PROVIDED DATA >>
++++++++++++++++++++

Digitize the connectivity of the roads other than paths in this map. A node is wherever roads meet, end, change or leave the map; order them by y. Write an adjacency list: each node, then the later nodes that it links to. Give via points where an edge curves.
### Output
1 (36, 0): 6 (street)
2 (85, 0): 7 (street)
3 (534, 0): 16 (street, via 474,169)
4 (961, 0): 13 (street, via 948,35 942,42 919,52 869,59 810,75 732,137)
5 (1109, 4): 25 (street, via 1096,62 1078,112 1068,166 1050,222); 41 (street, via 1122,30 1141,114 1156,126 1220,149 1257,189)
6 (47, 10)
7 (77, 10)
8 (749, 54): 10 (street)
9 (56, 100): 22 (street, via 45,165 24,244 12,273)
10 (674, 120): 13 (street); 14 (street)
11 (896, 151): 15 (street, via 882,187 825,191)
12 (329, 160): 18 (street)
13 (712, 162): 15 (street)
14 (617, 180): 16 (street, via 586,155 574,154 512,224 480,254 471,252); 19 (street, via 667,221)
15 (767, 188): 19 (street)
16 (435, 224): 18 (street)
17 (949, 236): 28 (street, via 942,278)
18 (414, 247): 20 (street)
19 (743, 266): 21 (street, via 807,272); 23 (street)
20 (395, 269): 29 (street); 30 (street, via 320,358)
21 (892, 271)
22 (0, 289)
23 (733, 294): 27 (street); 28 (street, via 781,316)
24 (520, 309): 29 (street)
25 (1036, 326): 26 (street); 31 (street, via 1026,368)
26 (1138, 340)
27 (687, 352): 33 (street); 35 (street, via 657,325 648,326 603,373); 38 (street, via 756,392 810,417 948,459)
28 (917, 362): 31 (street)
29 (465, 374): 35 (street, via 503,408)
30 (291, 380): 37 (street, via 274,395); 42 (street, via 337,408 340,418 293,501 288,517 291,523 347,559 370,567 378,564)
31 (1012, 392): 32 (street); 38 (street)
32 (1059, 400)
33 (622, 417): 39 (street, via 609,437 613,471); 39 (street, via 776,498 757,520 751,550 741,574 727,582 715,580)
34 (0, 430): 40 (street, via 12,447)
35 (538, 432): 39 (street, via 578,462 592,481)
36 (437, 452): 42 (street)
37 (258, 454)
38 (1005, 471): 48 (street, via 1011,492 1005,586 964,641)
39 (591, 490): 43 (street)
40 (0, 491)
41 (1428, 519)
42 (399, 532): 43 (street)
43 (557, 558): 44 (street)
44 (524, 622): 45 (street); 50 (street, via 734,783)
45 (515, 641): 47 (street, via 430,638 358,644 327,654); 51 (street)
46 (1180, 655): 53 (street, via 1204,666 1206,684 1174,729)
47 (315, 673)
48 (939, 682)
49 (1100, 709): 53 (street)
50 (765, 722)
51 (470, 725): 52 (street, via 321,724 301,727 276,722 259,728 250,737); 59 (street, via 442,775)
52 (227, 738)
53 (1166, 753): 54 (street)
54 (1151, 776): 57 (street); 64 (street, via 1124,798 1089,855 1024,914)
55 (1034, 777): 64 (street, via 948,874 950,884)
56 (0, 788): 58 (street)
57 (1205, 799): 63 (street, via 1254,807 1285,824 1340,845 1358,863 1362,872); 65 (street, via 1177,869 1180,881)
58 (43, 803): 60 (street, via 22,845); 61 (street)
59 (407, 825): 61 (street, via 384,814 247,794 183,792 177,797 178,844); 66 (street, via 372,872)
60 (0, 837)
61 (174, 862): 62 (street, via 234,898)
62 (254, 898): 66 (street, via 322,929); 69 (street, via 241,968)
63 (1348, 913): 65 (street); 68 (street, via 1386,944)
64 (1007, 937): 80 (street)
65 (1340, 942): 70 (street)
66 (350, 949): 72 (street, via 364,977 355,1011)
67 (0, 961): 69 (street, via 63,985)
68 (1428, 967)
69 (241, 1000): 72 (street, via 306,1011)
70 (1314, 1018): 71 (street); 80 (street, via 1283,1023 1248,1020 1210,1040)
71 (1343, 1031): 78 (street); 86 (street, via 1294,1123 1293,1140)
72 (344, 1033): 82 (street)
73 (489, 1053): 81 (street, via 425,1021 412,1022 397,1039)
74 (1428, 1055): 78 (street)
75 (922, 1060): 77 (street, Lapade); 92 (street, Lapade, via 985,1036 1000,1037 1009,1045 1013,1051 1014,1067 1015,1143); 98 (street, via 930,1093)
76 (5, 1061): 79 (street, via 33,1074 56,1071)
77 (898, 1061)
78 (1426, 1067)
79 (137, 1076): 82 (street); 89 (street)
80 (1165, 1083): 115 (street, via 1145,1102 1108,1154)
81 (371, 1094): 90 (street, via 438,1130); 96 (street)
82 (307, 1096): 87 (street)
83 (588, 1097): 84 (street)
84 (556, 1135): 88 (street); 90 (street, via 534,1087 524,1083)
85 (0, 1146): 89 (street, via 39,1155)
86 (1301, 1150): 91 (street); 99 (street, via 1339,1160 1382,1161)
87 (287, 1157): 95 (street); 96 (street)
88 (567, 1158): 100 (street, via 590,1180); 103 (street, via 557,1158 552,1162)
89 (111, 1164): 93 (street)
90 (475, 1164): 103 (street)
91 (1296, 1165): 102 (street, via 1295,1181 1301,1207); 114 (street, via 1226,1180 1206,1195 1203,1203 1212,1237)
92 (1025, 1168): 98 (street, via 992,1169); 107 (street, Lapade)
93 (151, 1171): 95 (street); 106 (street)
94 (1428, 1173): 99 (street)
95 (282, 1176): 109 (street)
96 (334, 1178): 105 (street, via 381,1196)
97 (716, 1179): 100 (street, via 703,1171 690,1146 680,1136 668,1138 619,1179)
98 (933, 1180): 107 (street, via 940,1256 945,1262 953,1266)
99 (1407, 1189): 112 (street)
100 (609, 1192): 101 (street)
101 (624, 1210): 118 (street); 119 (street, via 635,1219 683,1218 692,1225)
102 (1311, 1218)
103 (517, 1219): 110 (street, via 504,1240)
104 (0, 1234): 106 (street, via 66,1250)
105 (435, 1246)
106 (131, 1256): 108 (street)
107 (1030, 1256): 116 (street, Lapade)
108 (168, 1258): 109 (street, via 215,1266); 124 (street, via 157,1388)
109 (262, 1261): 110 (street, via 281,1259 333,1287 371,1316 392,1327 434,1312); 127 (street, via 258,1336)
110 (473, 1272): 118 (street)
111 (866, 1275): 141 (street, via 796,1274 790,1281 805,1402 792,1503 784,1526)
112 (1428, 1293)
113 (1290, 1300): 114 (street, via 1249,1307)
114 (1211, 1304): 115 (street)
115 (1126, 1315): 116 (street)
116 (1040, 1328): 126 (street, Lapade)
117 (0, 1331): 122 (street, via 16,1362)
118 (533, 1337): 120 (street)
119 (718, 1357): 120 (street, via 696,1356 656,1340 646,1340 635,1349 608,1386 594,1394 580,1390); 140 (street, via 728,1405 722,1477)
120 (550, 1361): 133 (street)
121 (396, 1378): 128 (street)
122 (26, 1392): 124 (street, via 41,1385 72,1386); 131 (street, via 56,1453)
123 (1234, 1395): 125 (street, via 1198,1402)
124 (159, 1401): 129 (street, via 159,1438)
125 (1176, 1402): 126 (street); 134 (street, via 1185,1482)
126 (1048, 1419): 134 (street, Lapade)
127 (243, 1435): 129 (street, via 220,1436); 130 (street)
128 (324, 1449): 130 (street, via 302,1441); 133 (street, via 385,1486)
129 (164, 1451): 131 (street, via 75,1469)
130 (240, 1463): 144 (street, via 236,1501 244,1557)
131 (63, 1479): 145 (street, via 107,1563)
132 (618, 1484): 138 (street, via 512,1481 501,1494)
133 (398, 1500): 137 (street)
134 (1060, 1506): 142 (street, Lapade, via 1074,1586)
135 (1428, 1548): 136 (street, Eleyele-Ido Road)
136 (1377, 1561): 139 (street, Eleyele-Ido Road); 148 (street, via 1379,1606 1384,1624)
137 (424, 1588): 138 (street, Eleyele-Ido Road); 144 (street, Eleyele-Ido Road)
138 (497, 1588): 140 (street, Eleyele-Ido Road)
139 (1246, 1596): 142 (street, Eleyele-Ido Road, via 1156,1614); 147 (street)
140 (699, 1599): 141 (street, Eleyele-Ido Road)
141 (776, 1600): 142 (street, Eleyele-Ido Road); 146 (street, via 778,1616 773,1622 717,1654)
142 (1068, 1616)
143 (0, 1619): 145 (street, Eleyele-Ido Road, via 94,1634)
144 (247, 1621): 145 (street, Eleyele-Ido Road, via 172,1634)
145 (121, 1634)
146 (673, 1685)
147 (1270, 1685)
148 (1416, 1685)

++++++++++++++++++++

PROMPT >>
Report every line of the material above in which "Eleyele" appears.

RESPONSE TO THIS EXERCISE >>
135 (1428, 1548): 136 (street, Eleyele-Ido Road)
136 (1377, 1561): 139 (street, Eleyele-Ido Road); 148 (street, via 1379,1606 1384,1624)
137 (424, 1588): 138 (street, Eleyele-Ido Road); 144 (street, Eleyele-Ido Road)
138 (497, 1588): 140 (street, Eleyele-Ido Road)
139 (1246, 1596): 142 (street, Eleyele-Ido Road, via 1156,1614); 147 (street)
140 (699, 1599): 141 (street, Eleyele-Ido Road)
141 (776, 1600): 142 (street, Eleyele-Ido Road); 146 (street, via 778,1616 773,1622 717,1654)
143 (0, 1619): 145 (street, Eleyele-Ido Road, via 94,1634)
144 (247, 1621): 145 (street, Eleyele-Ido Road, via 172,1634)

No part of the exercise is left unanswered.